### [Task directions]
Wherever an image appears in the records, exclude it, and reproduce everything else exactly.
╔══
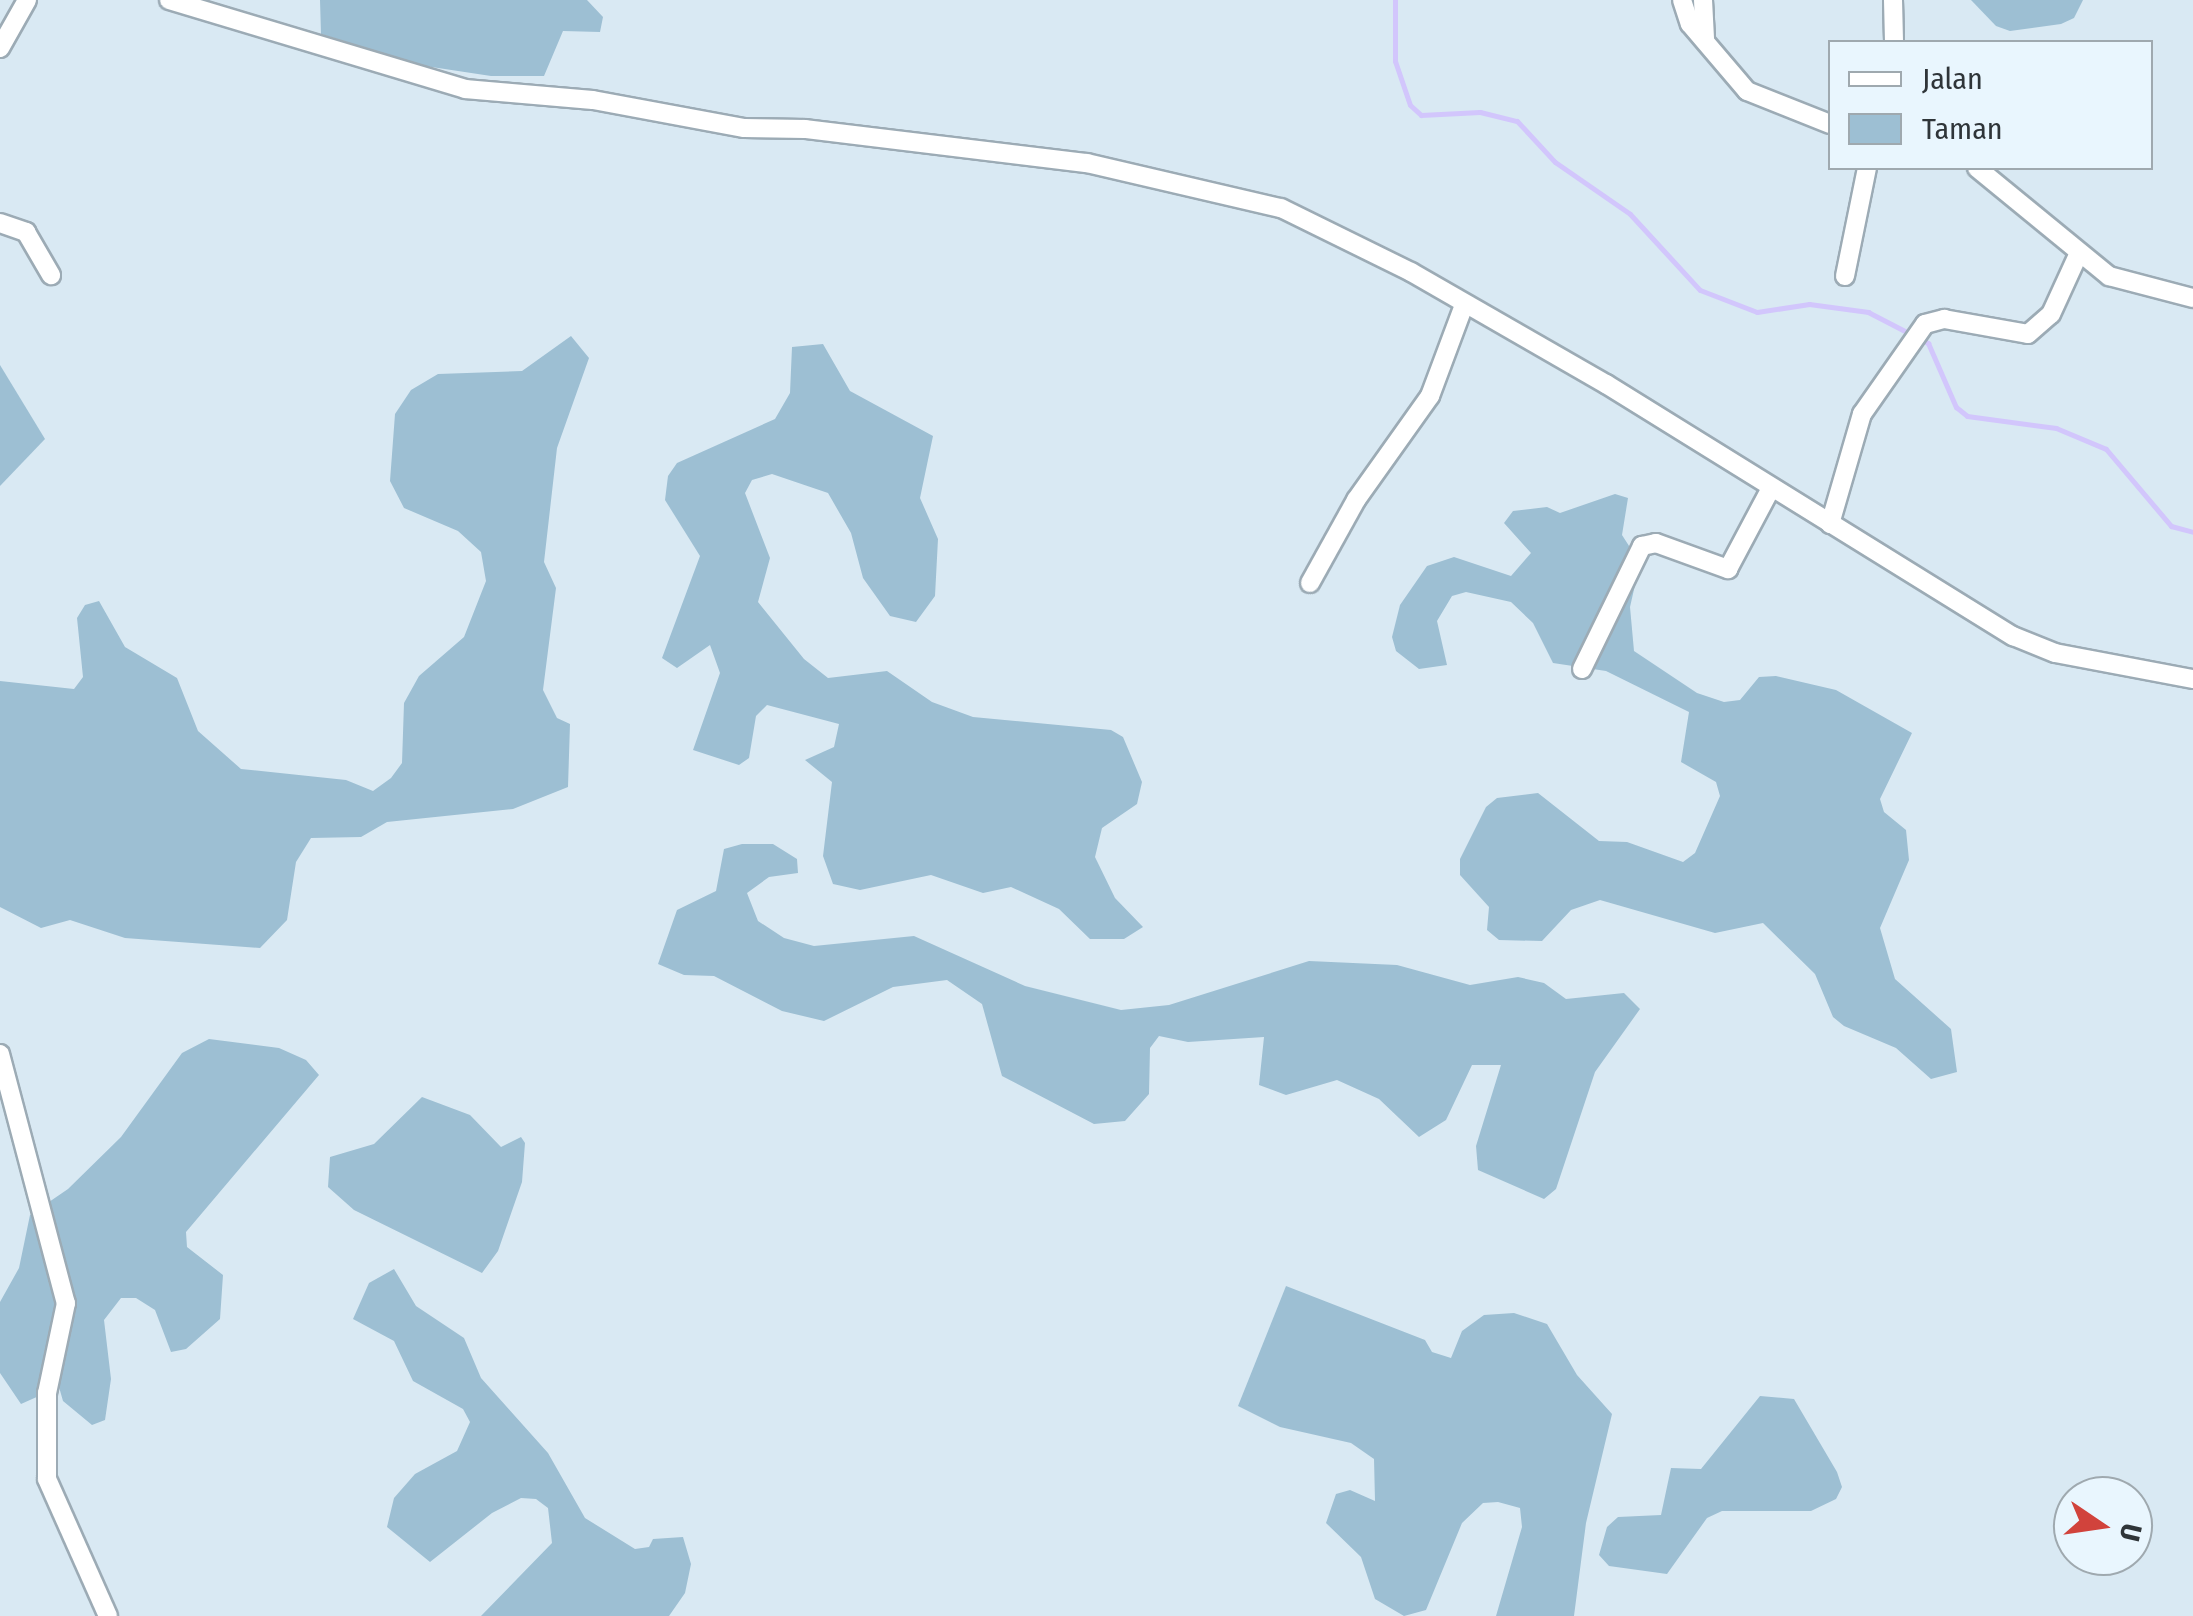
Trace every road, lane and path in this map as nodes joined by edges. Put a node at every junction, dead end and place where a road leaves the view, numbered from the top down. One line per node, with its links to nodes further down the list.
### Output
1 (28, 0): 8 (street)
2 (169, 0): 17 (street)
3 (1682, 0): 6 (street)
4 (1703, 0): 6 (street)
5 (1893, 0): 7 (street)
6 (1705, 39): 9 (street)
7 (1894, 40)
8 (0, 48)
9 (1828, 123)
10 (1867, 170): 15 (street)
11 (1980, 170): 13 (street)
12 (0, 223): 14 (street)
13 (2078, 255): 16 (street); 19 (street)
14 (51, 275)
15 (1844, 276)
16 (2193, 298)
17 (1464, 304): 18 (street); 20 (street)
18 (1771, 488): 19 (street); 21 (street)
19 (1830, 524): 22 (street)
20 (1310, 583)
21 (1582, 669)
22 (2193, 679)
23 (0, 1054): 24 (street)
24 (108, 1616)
╚══
### [Result of this task]
Trace every road, lane and path in this map as nodes joined by edges. Put a node at every junction, dead end and place where a road leaves the view, numbered from the top down. One line per node, with its links to nodes further down the list.
### Output
1 (28, 0): 8 (street)
2 (169, 0): 17 (street)
3 (1682, 0): 6 (street)
4 (1703, 0): 6 (street)
5 (1893, 0): 7 (street)
6 (1705, 39): 9 (street)
7 (1894, 40)
8 (0, 48)
9 (1828, 123)
10 (1867, 170): 15 (street)
11 (1980, 170): 13 (street)
12 (0, 223): 14 (street)
13 (2078, 255): 16 (street); 19 (street)
14 (51, 275)
15 (1844, 276)
16 (2193, 298)
17 (1464, 304): 18 (street); 20 (street)
18 (1771, 488): 19 (street); 21 (street)
19 (1830, 524): 22 (street)
20 (1310, 583)
21 (1582, 669)
22 (2193, 679)
23 (0, 1054): 24 (street)
24 (108, 1616)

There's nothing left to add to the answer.